*WHAT THE TASK REQUIRES*
Your answer should be the lines of the material that include the word "Sessenta".
[RECORDED INFORMATION — start]
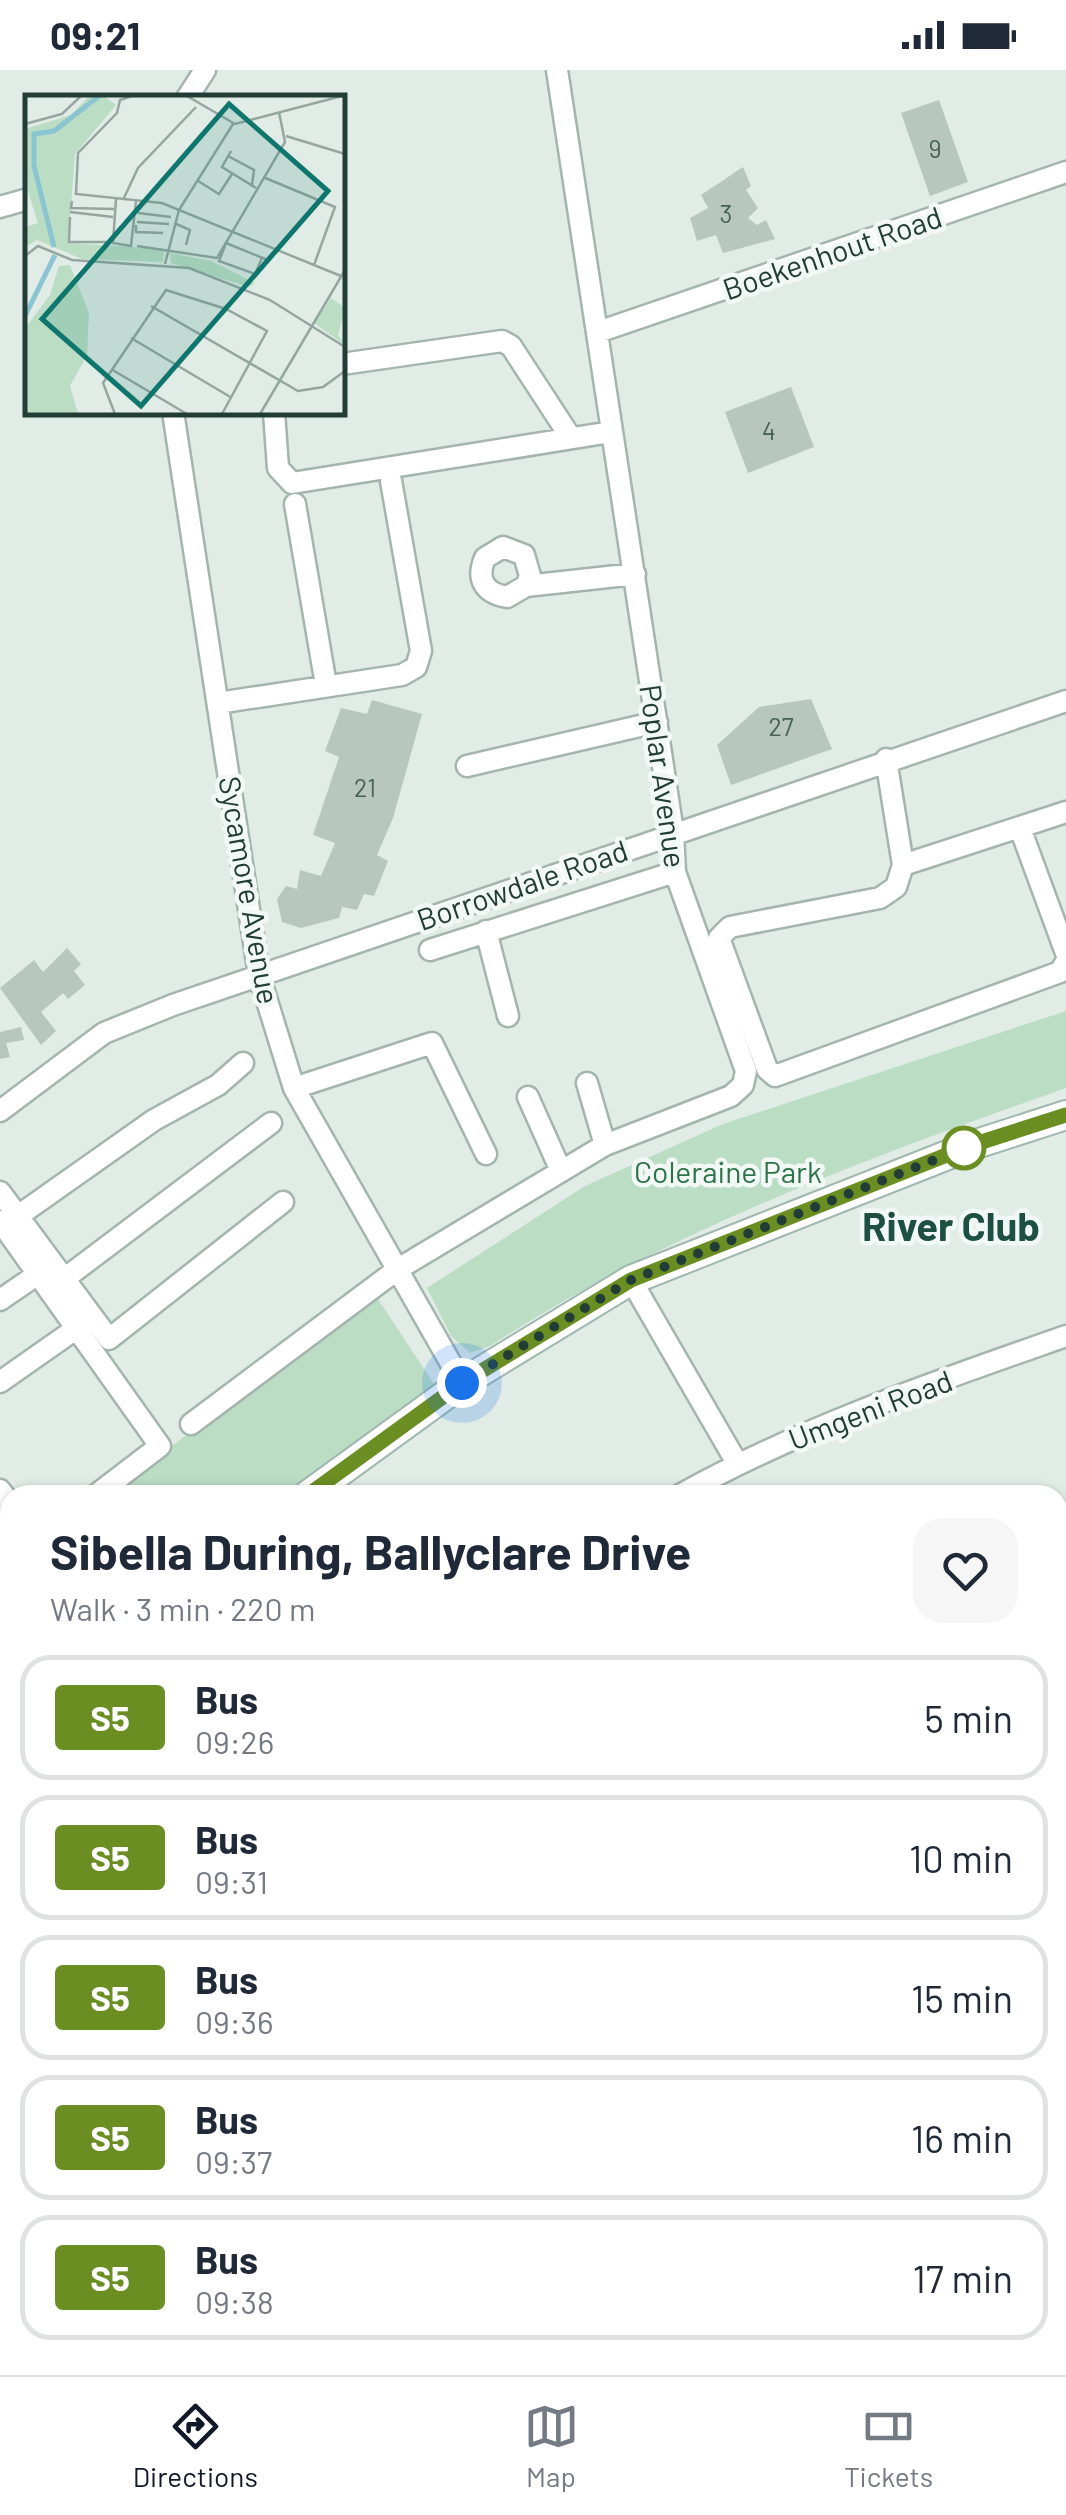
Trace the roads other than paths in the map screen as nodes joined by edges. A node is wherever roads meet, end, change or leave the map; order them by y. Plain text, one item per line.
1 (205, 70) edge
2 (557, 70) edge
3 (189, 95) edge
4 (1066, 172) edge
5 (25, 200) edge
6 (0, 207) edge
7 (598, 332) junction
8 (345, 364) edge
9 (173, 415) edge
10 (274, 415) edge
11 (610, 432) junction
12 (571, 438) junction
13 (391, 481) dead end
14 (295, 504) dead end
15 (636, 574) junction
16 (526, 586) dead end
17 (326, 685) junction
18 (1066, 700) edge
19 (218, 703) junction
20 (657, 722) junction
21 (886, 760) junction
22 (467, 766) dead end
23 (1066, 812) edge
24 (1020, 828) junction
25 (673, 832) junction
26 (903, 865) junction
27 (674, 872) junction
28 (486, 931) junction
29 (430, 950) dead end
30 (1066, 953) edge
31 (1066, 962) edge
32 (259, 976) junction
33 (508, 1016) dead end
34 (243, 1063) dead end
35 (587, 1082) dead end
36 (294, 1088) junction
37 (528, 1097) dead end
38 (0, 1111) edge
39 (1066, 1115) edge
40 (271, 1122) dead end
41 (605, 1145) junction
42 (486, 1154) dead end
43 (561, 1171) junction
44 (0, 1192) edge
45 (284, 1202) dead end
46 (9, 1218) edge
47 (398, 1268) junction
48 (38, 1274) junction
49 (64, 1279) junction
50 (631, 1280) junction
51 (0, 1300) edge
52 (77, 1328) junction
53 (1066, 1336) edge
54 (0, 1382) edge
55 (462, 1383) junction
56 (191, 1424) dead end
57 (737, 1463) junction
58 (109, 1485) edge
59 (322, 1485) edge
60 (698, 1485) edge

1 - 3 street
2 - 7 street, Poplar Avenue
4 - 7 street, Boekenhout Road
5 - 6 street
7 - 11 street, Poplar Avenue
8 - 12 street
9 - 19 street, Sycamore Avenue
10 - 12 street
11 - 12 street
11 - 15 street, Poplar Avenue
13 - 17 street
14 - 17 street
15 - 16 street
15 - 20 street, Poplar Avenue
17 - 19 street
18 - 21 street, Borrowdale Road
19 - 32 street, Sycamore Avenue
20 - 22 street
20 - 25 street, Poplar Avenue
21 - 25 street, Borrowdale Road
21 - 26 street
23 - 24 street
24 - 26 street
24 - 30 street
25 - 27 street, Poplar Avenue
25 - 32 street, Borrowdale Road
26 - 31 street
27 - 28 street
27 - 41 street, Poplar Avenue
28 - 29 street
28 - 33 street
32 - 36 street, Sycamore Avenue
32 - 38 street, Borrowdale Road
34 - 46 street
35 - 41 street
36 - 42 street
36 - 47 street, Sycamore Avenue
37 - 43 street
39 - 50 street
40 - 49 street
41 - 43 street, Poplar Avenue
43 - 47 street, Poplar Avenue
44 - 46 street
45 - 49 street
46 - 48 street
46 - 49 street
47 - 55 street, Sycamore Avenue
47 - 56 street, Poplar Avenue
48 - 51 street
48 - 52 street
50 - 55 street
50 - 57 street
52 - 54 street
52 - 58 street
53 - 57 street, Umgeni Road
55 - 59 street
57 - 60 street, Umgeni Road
[RECORDED INFORMATION — finish]
[RECORDED INFORMATION — start]
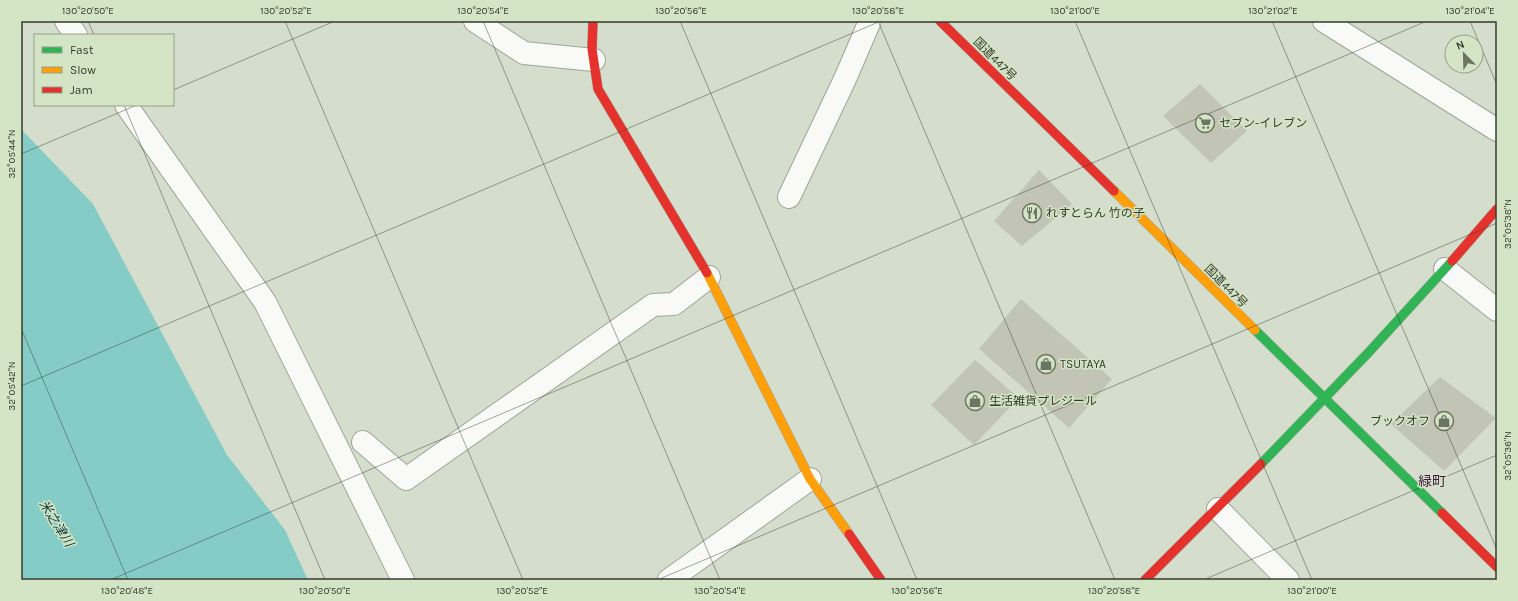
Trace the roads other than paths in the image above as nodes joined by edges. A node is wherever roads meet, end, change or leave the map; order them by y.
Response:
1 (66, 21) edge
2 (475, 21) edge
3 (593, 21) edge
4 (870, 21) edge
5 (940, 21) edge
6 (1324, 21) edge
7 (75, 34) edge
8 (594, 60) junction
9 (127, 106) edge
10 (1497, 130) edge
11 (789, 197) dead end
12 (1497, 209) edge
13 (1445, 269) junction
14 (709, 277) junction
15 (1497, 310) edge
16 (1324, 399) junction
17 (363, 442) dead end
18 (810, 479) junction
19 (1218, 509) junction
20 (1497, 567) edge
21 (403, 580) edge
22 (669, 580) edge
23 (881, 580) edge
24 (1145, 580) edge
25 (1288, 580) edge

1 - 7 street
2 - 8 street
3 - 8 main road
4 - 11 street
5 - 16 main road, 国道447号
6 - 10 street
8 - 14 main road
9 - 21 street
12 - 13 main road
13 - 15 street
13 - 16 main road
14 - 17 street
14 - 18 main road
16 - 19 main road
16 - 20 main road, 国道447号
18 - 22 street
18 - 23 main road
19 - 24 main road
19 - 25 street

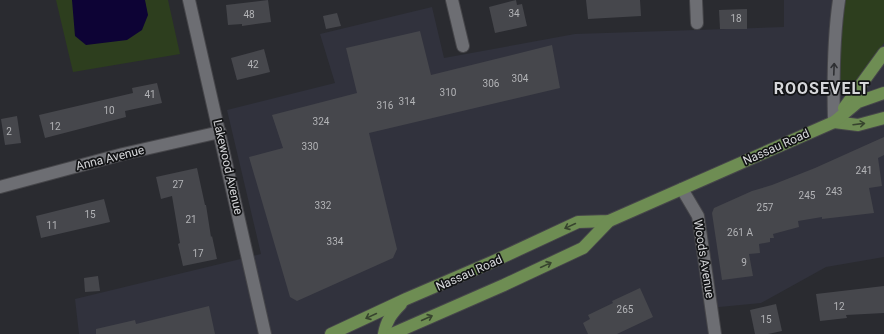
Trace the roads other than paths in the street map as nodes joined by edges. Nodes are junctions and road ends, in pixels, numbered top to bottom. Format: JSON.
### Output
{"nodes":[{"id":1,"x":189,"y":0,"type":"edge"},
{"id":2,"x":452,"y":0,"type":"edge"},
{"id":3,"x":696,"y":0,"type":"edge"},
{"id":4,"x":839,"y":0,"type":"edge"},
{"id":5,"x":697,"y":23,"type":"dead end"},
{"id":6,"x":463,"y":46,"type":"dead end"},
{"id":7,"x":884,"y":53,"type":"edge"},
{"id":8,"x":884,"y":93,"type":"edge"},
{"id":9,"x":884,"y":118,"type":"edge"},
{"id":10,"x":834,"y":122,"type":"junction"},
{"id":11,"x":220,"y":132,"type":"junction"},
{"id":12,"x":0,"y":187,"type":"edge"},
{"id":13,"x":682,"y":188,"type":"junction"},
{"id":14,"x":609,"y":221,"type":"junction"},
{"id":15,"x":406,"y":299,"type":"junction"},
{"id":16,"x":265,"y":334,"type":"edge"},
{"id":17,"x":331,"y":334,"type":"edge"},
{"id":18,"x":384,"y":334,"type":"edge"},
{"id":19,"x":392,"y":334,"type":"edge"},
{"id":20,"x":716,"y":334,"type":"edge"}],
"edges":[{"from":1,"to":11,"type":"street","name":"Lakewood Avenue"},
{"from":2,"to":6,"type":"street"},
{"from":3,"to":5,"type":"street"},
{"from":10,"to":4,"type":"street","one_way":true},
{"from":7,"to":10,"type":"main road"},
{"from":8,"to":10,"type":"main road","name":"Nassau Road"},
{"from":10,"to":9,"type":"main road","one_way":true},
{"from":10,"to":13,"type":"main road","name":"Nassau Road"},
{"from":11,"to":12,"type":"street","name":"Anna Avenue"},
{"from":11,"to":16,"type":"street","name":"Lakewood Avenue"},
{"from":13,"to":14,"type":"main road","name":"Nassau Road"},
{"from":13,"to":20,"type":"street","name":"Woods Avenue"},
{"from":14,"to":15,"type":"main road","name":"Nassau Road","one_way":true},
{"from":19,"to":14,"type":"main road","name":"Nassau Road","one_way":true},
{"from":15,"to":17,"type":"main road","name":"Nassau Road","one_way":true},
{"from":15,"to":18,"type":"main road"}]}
[RECORDED INFORMATION — finish]
[RECORDED INFORMATION — start]
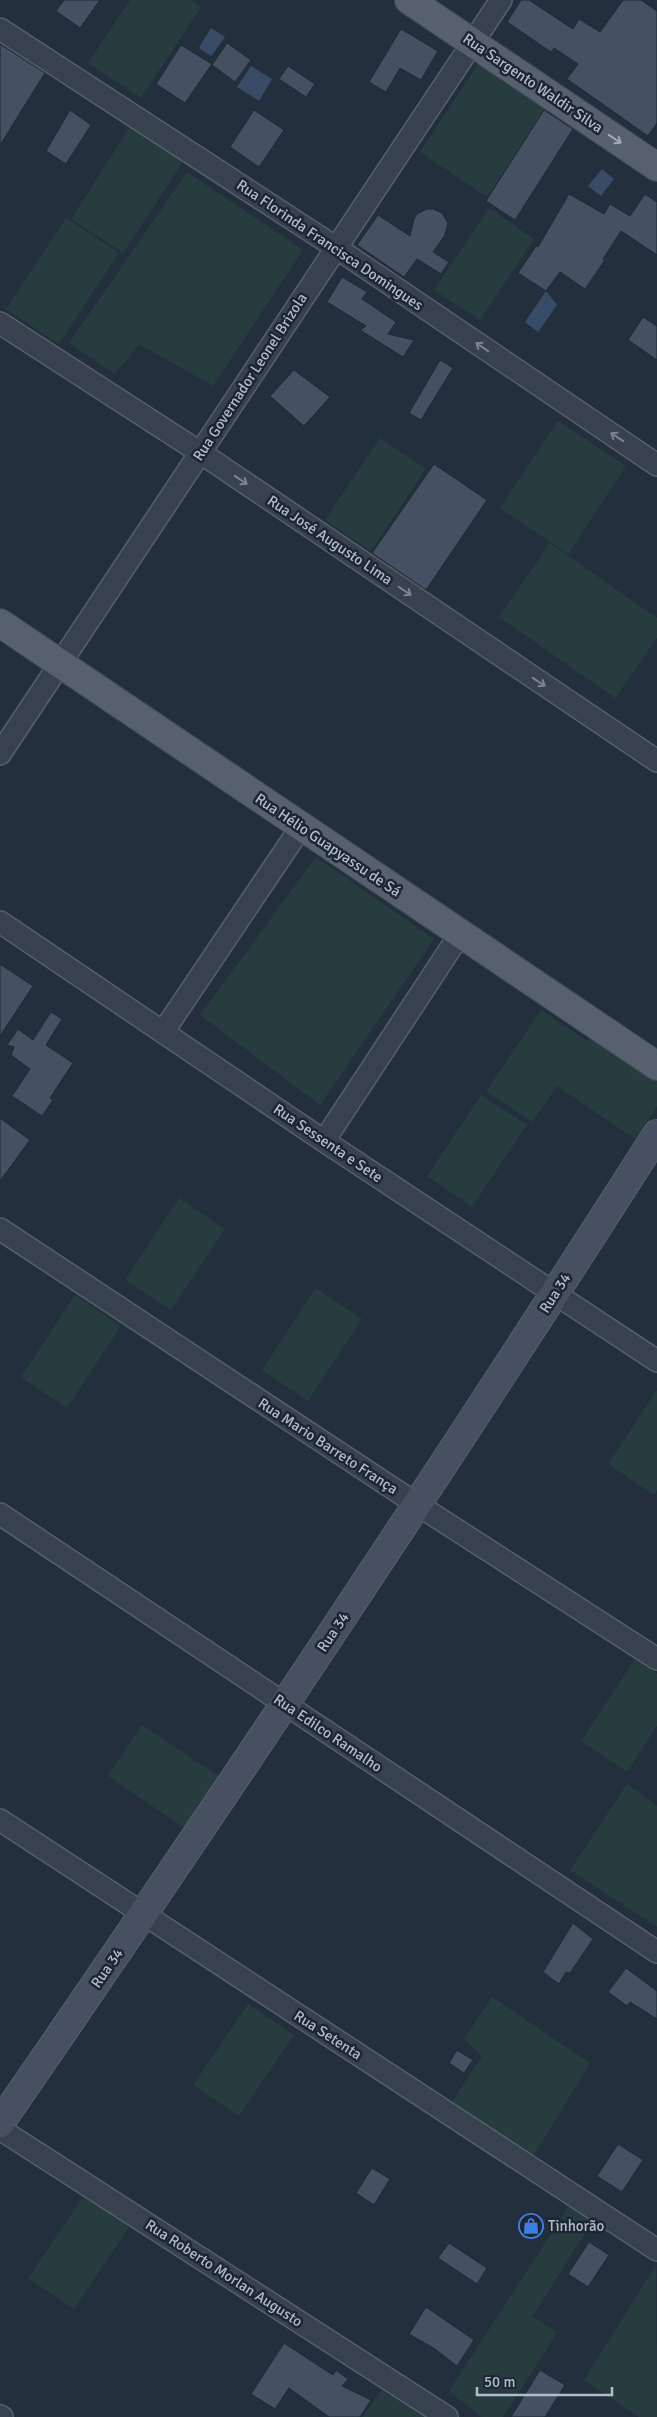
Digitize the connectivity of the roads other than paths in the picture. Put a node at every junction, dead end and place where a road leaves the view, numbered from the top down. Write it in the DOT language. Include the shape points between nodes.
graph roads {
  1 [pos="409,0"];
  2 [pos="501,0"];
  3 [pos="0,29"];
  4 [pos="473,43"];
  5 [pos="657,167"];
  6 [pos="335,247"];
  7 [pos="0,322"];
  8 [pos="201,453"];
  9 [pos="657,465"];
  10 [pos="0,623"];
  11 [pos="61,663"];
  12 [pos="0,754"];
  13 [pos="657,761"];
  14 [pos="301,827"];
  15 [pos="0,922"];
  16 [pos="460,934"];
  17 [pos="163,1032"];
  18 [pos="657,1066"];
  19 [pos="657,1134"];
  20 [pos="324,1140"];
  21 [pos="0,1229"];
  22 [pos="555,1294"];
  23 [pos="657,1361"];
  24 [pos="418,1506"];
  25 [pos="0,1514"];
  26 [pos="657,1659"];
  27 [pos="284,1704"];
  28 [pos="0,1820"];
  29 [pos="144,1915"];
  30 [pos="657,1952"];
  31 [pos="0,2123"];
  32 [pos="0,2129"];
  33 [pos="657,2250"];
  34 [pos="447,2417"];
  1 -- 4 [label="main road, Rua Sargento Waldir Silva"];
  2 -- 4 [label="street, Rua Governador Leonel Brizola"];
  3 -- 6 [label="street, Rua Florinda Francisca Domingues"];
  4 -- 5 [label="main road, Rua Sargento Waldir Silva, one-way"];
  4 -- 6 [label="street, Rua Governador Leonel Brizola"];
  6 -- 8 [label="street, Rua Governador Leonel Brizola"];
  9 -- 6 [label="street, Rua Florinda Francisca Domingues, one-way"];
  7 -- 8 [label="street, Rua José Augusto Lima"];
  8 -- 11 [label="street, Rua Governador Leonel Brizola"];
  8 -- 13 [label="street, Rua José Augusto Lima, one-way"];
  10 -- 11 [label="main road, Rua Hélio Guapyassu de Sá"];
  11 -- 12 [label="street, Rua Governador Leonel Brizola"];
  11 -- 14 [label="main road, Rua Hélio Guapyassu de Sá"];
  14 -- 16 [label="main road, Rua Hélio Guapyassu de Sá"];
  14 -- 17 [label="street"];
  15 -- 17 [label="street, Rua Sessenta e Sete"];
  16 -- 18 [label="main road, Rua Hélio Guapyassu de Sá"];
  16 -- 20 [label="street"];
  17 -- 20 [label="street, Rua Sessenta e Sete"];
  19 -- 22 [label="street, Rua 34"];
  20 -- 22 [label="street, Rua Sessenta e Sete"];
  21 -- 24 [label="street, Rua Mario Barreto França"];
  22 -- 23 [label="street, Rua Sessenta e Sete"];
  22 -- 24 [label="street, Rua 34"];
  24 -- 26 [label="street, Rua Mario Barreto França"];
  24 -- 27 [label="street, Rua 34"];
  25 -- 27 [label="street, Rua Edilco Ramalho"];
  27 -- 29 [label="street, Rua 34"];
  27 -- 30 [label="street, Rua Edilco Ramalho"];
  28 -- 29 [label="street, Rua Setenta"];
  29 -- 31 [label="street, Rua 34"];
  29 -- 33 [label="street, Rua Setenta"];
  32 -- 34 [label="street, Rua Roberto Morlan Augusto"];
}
[RECORDED INFORMATION — finish]
*RESPONSE FOR THIS EXERCISE*
  15 -- 17 [label="street, Rua Sessenta e Sete"];
  17 -- 20 [label="street, Rua Sessenta e Sete"];
  20 -- 22 [label="street, Rua Sessenta e Sete"];
  22 -- 23 [label="street, Rua Sessenta e Sete"];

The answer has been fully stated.